_Exercise data_
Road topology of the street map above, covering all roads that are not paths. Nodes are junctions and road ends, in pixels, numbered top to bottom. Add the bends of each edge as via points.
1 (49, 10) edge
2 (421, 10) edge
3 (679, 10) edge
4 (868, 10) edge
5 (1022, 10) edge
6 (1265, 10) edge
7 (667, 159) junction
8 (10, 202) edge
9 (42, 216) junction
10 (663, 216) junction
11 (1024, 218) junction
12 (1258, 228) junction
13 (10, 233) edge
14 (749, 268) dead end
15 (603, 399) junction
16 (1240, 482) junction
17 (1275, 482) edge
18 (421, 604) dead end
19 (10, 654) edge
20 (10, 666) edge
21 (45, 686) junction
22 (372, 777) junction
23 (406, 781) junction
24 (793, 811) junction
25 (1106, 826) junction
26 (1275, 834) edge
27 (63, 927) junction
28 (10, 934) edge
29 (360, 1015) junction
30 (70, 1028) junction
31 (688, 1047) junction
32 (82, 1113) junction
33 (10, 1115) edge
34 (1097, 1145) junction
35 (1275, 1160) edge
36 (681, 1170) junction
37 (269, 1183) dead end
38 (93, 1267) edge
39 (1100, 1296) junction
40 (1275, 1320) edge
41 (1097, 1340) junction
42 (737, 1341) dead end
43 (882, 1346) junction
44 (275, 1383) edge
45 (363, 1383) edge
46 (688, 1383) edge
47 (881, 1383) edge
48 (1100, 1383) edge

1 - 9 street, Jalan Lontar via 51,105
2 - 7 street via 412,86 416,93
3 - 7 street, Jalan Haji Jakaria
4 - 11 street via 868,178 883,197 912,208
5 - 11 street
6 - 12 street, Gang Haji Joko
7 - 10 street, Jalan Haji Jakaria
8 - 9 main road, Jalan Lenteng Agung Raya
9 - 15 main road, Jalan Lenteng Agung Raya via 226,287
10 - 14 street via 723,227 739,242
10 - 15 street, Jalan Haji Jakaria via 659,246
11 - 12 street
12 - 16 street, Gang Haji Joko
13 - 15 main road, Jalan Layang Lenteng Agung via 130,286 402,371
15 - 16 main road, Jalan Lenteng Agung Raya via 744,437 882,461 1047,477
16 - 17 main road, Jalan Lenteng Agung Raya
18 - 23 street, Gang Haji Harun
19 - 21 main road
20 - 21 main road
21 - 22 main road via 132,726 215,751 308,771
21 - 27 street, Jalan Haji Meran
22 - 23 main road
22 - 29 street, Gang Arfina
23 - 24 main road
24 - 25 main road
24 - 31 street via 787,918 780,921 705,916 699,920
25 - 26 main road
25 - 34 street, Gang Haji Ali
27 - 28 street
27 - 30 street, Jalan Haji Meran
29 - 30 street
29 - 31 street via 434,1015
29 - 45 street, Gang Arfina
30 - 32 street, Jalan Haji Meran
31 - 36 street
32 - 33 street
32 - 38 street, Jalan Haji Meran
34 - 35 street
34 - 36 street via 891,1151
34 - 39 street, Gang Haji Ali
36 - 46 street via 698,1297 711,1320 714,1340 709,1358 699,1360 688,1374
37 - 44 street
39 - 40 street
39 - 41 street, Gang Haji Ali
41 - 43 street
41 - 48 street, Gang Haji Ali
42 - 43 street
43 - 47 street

_Exercise_
Extract every entry in the listing word for word.

_Exercise answer_
Road topology of the street map above, covering all roads that are not paths. Nodes are junctions and road ends, in pixels, numbered top to bottom. Add the bends of each edge as via points.
1 (49, 10) edge
2 (421, 10) edge
3 (679, 10) edge
4 (868, 10) edge
5 (1022, 10) edge
6 (1265, 10) edge
7 (667, 159) junction
8 (10, 202) edge
9 (42, 216) junction
10 (663, 216) junction
11 (1024, 218) junction
12 (1258, 228) junction
13 (10, 233) edge
14 (749, 268) dead end
15 (603, 399) junction
16 (1240, 482) junction
17 (1275, 482) edge
18 (421, 604) dead end
19 (10, 654) edge
20 (10, 666) edge
21 (45, 686) junction
22 (372, 777) junction
23 (406, 781) junction
24 (793, 811) junction
25 (1106, 826) junction
26 (1275, 834) edge
27 (63, 927) junction
28 (10, 934) edge
29 (360, 1015) junction
30 (70, 1028) junction
31 (688, 1047) junction
32 (82, 1113) junction
33 (10, 1115) edge
34 (1097, 1145) junction
35 (1275, 1160) edge
36 (681, 1170) junction
37 (269, 1183) dead end
38 (93, 1267) edge
39 (1100, 1296) junction
40 (1275, 1320) edge
41 (1097, 1340) junction
42 (737, 1341) dead end
43 (882, 1346) junction
44 (275, 1383) edge
45 (363, 1383) edge
46 (688, 1383) edge
47 (881, 1383) edge
48 (1100, 1383) edge

1 - 9 street, Jalan Lontar via 51,105
2 - 7 street via 412,86 416,93
3 - 7 street, Jalan Haji Jakaria
4 - 11 street via 868,178 883,197 912,208
5 - 11 street
6 - 12 street, Gang Haji Joko
7 - 10 street, Jalan Haji Jakaria
8 - 9 main road, Jalan Lenteng Agung Raya
9 - 15 main road, Jalan Lenteng Agung Raya via 226,287
10 - 14 street via 723,227 739,242
10 - 15 street, Jalan Haji Jakaria via 659,246
11 - 12 street
12 - 16 street, Gang Haji Joko
13 - 15 main road, Jalan Layang Lenteng Agung via 130,286 402,371
15 - 16 main road, Jalan Lenteng Agung Raya via 744,437 882,461 1047,477
16 - 17 main road, Jalan Lenteng Agung Raya
18 - 23 street, Gang Haji Harun
19 - 21 main road
20 - 21 main road
21 - 22 main road via 132,726 215,751 308,771
21 - 27 street, Jalan Haji Meran
22 - 23 main road
22 - 29 street, Gang Arfina
23 - 24 main road
24 - 25 main road
24 - 31 street via 787,918 780,921 705,916 699,920
25 - 26 main road
25 - 34 street, Gang Haji Ali
27 - 28 street
27 - 30 street, Jalan Haji Meran
29 - 30 street
29 - 31 street via 434,1015
29 - 45 street, Gang Arfina
30 - 32 street, Jalan Haji Meran
31 - 36 street
32 - 33 street
32 - 38 street, Jalan Haji Meran
34 - 35 street
34 - 36 street via 891,1151
34 - 39 street, Gang Haji Ali
36 - 46 street via 698,1297 711,1320 714,1340 709,1358 699,1360 688,1374
37 - 44 street
39 - 40 street
39 - 41 street, Gang Haji Ali
41 - 43 street
41 - 48 street, Gang Haji Ali
42 - 43 street
43 - 47 street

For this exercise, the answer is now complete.